Nothing against those anons or those picks btw but there’s nothing noticeably special about them. Should’ve just stuck to vaguely calling everyone else a pleb, it’s safer that way.

>>22290251
Yeah I would probably have had different picks on a different day but all my favorite picks felt pretty solid even if I wouldn’t necessarily have thought of them that way without being prompted.

>> No.22290304

>>22290251
Yeah, I agree.
Whenever I answer these things I appoint what first comes to mind, subject to change (of course) day to day almost.
t. dif anon

>> No.22290332

Ultimately everything is either a cope to make us feel better about ourselves. That or something to temporarily forget about mortality

>> No.22290346

>>22290332
Ultimately both supermarkets and gas stations serve us biomass; no way around this

>> No.22290383

>>22290346
I do love me some biomass indeed

>> No.22290394

favorite prophet Obadiah
favorite composer F. Chopin
favorite poet Virgil/Ovid
favorite novelist Thomas Wolfe
favorite philosopher Edmund Husserl
favorite playwright Sophocles
favorite director Michael Cimino
favorite painter Titian
favorite architect R. Buckminster Fuller

>> No.22290479

>>22286516
Not a patrician, I doubt any of them exist any more. If they do, they probably don't post here
>favorite prophet
Joseph smith
>favorite composer
Vivaldi/Tchaikovsky or Chopin
>favorite poet
Kipling, but I don't like poetry
>favorite novelist
My favourite authors did not write novels as far as I understand, hence I guess conrad.
>favorite philosopher
I do not read philosophy. Nietzche, I guess.
>favorite playwright
Lope de vega
>favorite director
I do not watch cinema often, Sergio leone
>favorite painter
Goya
>favorite architect
Yakov Chernikhov, like bouille, he didn't actually build anything important. But he drew lots.

>> No.22290499

>>22290479
You know what. I recant my choice of Goya. I like bosch more on retrospect.

>> No.22290501

>>22290283
its just all of them put together seen as a whole

>> No.22290612

>>22290479
>Yakov Chernikhov, like bouille, he didn't actually build anything important. But he drew lots.

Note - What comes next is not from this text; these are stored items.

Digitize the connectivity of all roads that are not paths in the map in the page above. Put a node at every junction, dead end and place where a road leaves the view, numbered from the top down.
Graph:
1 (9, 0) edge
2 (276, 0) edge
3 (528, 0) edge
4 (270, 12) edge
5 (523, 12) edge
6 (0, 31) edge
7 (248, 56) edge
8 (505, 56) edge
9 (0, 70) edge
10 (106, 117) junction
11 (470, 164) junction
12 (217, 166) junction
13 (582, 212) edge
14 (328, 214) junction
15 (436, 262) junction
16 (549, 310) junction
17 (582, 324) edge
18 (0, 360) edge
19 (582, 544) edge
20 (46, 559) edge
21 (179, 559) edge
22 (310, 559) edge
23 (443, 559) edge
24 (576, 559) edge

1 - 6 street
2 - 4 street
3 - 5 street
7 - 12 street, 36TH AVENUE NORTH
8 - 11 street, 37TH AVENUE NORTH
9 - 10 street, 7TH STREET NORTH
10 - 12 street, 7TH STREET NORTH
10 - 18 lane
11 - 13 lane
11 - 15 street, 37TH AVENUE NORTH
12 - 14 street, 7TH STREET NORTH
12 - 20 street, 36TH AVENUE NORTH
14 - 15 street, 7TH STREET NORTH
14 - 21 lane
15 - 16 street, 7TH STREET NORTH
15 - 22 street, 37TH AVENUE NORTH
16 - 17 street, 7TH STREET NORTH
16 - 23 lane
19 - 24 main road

Would be cool to have some kind of coffee-table-book type collection of drawings by "outsider" architects like these guys or Piranesi.

>>22290501
Eh yeah I suppose the majority of the "middlebrow" ones are just not that good. But I like the Tennyson/Holbein list, the tripfag's list, and the Velazquez/Palladio list and of course my own better than the Dvorak list and the Reich list. Probably just shows my bias for painting and architecture though.

The Zappa list has some deep cuts although his sensibilities about classical, architecture and film all trigger me, and the Scriabin and Mompou lists are both solid across the board if not super esoteric. It is funny to see how that one guy stands out so much though, certainly humbling to me although the jury is still out for me on a lot of modern aesthetics.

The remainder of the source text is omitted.